[Data extracted from a collection]
Segment Open

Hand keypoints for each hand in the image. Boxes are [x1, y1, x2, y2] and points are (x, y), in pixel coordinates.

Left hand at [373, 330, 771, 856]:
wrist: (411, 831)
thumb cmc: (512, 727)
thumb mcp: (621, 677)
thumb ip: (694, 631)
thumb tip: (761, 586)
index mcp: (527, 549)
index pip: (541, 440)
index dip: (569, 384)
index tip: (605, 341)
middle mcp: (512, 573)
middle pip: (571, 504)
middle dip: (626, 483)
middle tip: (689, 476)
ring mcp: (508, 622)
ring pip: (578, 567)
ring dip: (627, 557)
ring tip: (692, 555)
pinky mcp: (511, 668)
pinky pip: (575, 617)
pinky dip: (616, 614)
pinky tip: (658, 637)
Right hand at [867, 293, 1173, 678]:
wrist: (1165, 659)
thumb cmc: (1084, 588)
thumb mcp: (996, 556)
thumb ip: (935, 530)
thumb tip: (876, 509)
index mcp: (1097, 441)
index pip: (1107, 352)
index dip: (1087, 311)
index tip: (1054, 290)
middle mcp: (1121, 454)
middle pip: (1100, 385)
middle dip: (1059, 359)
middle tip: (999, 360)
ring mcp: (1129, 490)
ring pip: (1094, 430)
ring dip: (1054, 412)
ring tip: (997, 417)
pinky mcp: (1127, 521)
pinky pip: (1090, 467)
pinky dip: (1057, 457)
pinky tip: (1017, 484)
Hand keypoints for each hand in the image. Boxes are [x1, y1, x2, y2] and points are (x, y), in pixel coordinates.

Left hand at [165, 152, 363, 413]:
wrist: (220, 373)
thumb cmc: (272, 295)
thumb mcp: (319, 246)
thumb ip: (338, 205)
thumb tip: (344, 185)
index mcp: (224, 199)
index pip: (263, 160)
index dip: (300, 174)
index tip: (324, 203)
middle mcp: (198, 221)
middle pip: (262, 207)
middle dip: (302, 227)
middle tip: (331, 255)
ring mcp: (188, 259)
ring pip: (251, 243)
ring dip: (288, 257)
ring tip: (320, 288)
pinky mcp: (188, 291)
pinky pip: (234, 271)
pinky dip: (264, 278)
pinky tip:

Segment Closed

**Your instructions**
The range begins at the line containing "index mcp: (527, 549)" and ends at the last line of the entries; reproduce it exactly.

**Result of this task**
index mcp: (527, 549)
index pip: (541, 440)
index dip: (569, 384)
index tip: (605, 341)
middle mcp: (512, 573)
middle pip: (571, 504)
middle dip: (626, 483)
middle tip: (689, 476)
ring mcp: (508, 622)
ring pip: (578, 567)
ring dip: (627, 557)
ring tip: (692, 555)
pinky mcp: (511, 668)
pinky pip: (575, 617)
pinky dip: (616, 614)
pinky tip: (658, 637)
Right hand at [867, 293, 1173, 678]:
wrist: (1165, 659)
thumb cmc: (1084, 588)
thumb mcp: (996, 556)
thumb ip: (935, 530)
thumb tip: (876, 509)
index mcp: (1097, 441)
index pip: (1107, 352)
index dip: (1087, 311)
index tip: (1054, 290)
middle mcp: (1121, 454)
middle pip: (1100, 385)
middle dip: (1059, 359)
middle tip: (999, 360)
ring mcp: (1129, 490)
ring pip: (1094, 430)
ring dip: (1054, 412)
ring tip: (997, 417)
pinky mcp: (1127, 521)
pinky pip: (1090, 467)
pinky dip: (1057, 457)
pinky tip: (1017, 484)
Hand keypoints for each hand in the image. Boxes are [x1, y1, x2, y2] and points are (x, y), in pixel coordinates.

Left hand at [165, 152, 363, 413]:
wrist: (220, 373)
thumb cmc: (272, 295)
thumb mcp: (319, 246)
thumb ip: (338, 205)
thumb tip: (344, 185)
index mcp: (224, 199)
index pip: (263, 160)
index dip: (300, 174)
index tip: (324, 203)
middle mcp: (198, 221)
middle pip: (262, 207)
middle dip: (302, 227)
middle tip: (331, 255)
ring mcp: (188, 259)
ring pip: (251, 243)
ring dip: (288, 257)
ring tip: (320, 288)
pinky mcp: (188, 291)
pinky pip: (234, 271)
pinky dip: (264, 278)
pinky tip:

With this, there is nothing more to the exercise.